TASK INSTRUCTIONS |
Send each entry back exactly as given, pictures excluded.

= Beginning of Section =

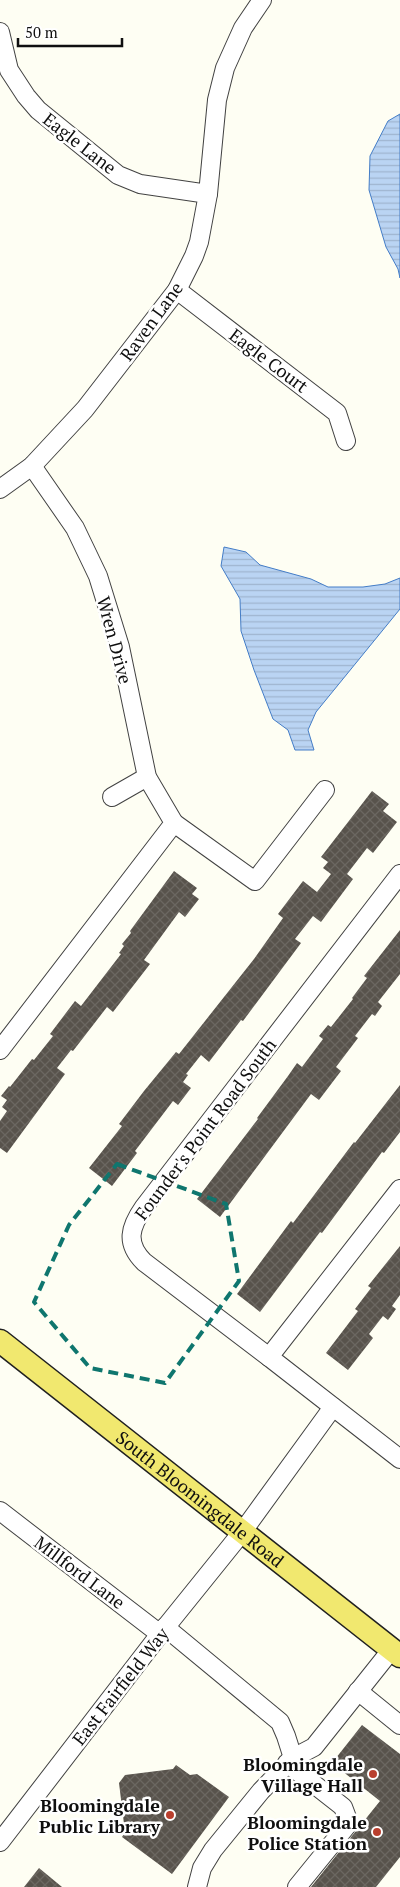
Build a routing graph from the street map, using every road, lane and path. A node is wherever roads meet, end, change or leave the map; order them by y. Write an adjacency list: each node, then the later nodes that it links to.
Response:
1 (262, 0): 4 (street, Raven Lane)
2 (0, 32): 3 (street, Eagle Lane)
3 (4, 74): 4 (street, Eagle Lane)
4 (208, 194): 5 (street, Raven Lane)
5 (177, 290): 6 (street, Eagle Court); 7 (street, Raven Lane)
6 (346, 441)
7 (32, 466): 8 (street, Raven Lane); 9 (street, Wren Drive)
8 (0, 489)
9 (147, 777): 11 (street); 12 (street, Wren Drive)
10 (325, 790): 12 (street, Wren Drive)
11 (112, 797)
12 (174, 824): 14 (street)
13 (400, 874): 17 (street, Founder's Point Road South)
14 (0, 1050)
15 (400, 1189): 17 (street)
16 (0, 1342): 21 (main road, South Bloomingdale Road)
17 (270, 1358): 18 (street, Founder's Point Road South)
18 (333, 1407): 19 (street, Founder's Point Road South); 21 (street, East Fairfield Way)
19 (400, 1459)
20 (0, 1511): 22 (street, Millford Lane)
21 (243, 1531): 22 (street, East Fairfield Way); 23 (main road, South Bloomingdale Road)
22 (163, 1630): 26 (street, Millford Lane); 27 (street, East Fairfield Way)
23 (396, 1653): 24 (street)
24 (358, 1691): 25 (street); 26 (street)
25 (400, 1725)
26 (290, 1760): 28 (street); 29 (street)
27 (0, 1842)
28 (197, 1887)
29 (297, 1887)

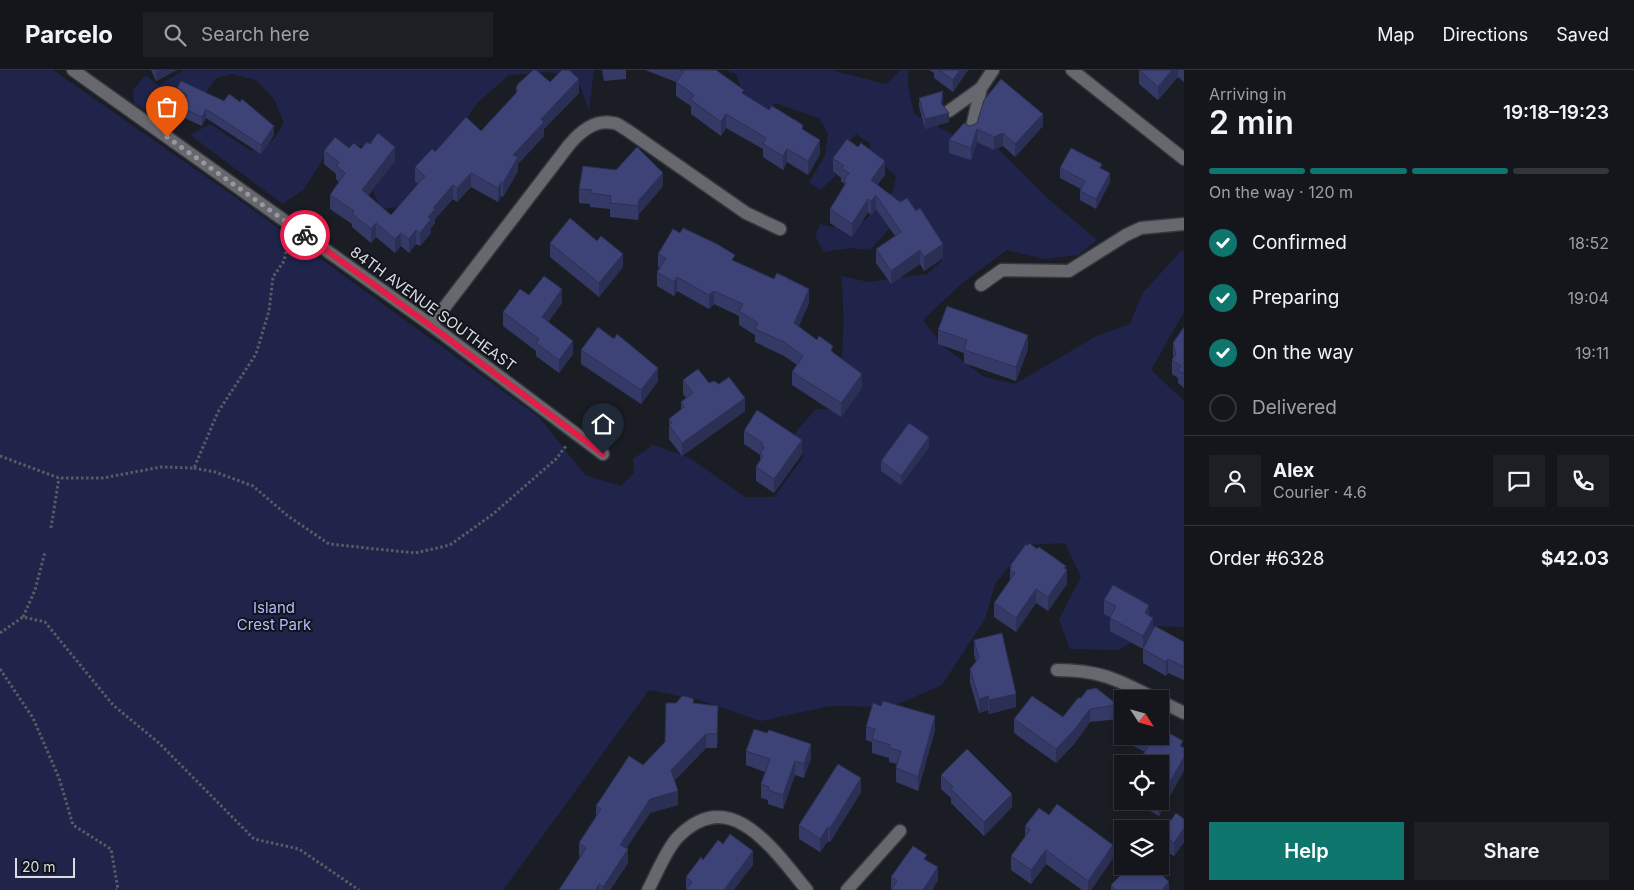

= End of Section =

TASK SOLUTION |
Build a routing graph from the street map, using every road, lane and path. A node is wherever roads meet, end, change or leave the map; order them by y. Write an adjacency list: each node, then the later nodes that it links to.
Response:
1 (262, 0): 4 (street, Raven Lane)
2 (0, 32): 3 (street, Eagle Lane)
3 (4, 74): 4 (street, Eagle Lane)
4 (208, 194): 5 (street, Raven Lane)
5 (177, 290): 6 (street, Eagle Court); 7 (street, Raven Lane)
6 (346, 441)
7 (32, 466): 8 (street, Raven Lane); 9 (street, Wren Drive)
8 (0, 489)
9 (147, 777): 11 (street); 12 (street, Wren Drive)
10 (325, 790): 12 (street, Wren Drive)
11 (112, 797)
12 (174, 824): 14 (street)
13 (400, 874): 17 (street, Founder's Point Road South)
14 (0, 1050)
15 (400, 1189): 17 (street)
16 (0, 1342): 21 (main road, South Bloomingdale Road)
17 (270, 1358): 18 (street, Founder's Point Road South)
18 (333, 1407): 19 (street, Founder's Point Road South); 21 (street, East Fairfield Way)
19 (400, 1459)
20 (0, 1511): 22 (street, Millford Lane)
21 (243, 1531): 22 (street, East Fairfield Way); 23 (main road, South Bloomingdale Road)
22 (163, 1630): 26 (street, Millford Lane); 27 (street, East Fairfield Way)
23 (396, 1653): 24 (street)
24 (358, 1691): 25 (street); 26 (street)
25 (400, 1725)
26 (290, 1760): 28 (street); 29 (street)
27 (0, 1842)
28 (197, 1887)
29 (297, 1887)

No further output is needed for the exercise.